Pictures are not part of the copy. Reproduce all the records exactly.

[RECORDS FOR THIS TASK]
*** Begin section ***

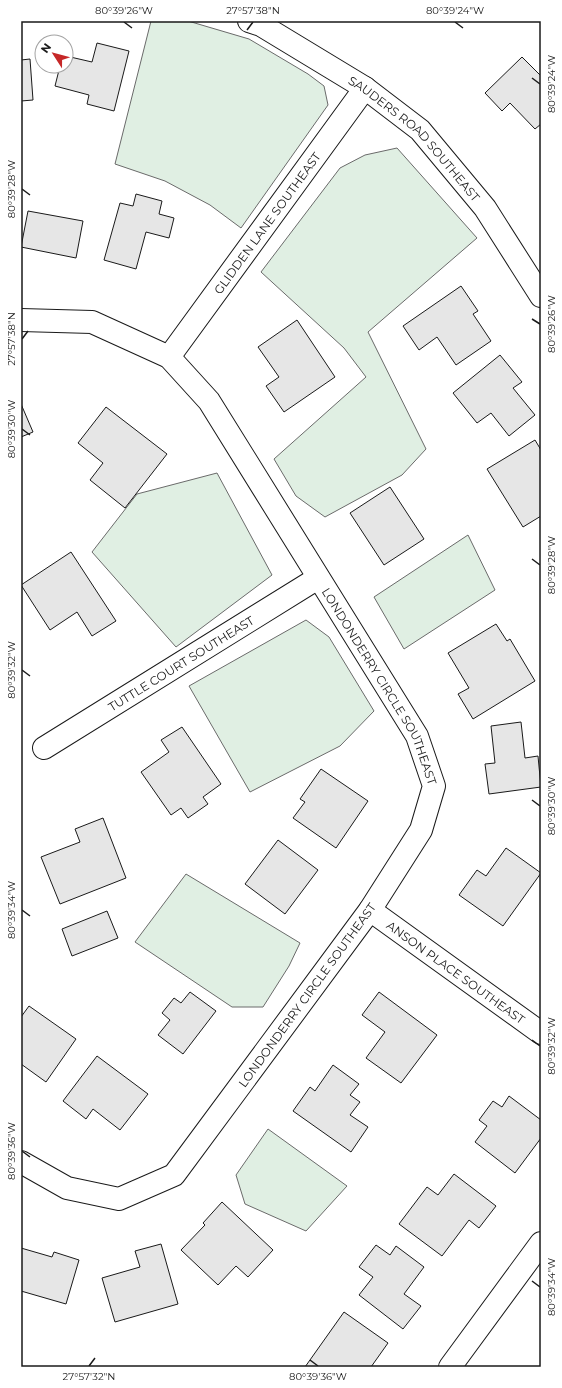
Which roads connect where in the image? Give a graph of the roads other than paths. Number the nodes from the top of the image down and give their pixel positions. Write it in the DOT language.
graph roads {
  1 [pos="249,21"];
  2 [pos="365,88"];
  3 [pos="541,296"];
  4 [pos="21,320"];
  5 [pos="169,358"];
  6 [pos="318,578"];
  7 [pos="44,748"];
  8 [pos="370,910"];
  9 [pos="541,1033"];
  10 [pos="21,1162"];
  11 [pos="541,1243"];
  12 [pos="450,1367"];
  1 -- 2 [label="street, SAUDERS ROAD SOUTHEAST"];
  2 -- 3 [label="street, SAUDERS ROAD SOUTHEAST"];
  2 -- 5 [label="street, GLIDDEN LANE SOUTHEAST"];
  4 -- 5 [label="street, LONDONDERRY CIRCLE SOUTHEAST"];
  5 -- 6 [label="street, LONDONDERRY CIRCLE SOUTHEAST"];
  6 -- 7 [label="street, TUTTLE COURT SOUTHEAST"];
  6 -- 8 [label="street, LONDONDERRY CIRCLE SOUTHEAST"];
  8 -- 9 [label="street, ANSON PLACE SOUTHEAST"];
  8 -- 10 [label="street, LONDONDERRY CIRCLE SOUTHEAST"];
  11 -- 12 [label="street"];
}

*** End section ***

[SOLUTION TO THE PROBLEM]
Which roads connect where in the image? Give a graph of the roads other than paths. Number the nodes from the top of the image down and give their pixel positions. Write it in the DOT language.
graph roads {
  1 [pos="249,21"];
  2 [pos="365,88"];
  3 [pos="541,296"];
  4 [pos="21,320"];
  5 [pos="169,358"];
  6 [pos="318,578"];
  7 [pos="44,748"];
  8 [pos="370,910"];
  9 [pos="541,1033"];
  10 [pos="21,1162"];
  11 [pos="541,1243"];
  12 [pos="450,1367"];
  1 -- 2 [label="street, SAUDERS ROAD SOUTHEAST"];
  2 -- 3 [label="street, SAUDERS ROAD SOUTHEAST"];
  2 -- 5 [label="street, GLIDDEN LANE SOUTHEAST"];
  4 -- 5 [label="street, LONDONDERRY CIRCLE SOUTHEAST"];
  5 -- 6 [label="street, LONDONDERRY CIRCLE SOUTHEAST"];
  6 -- 7 [label="street, TUTTLE COURT SOUTHEAST"];
  6 -- 8 [label="street, LONDONDERRY CIRCLE SOUTHEAST"];
  8 -- 9 [label="street, ANSON PLACE SOUTHEAST"];
  8 -- 10 [label="street, LONDONDERRY CIRCLE SOUTHEAST"];
  11 -- 12 [label="street"];
}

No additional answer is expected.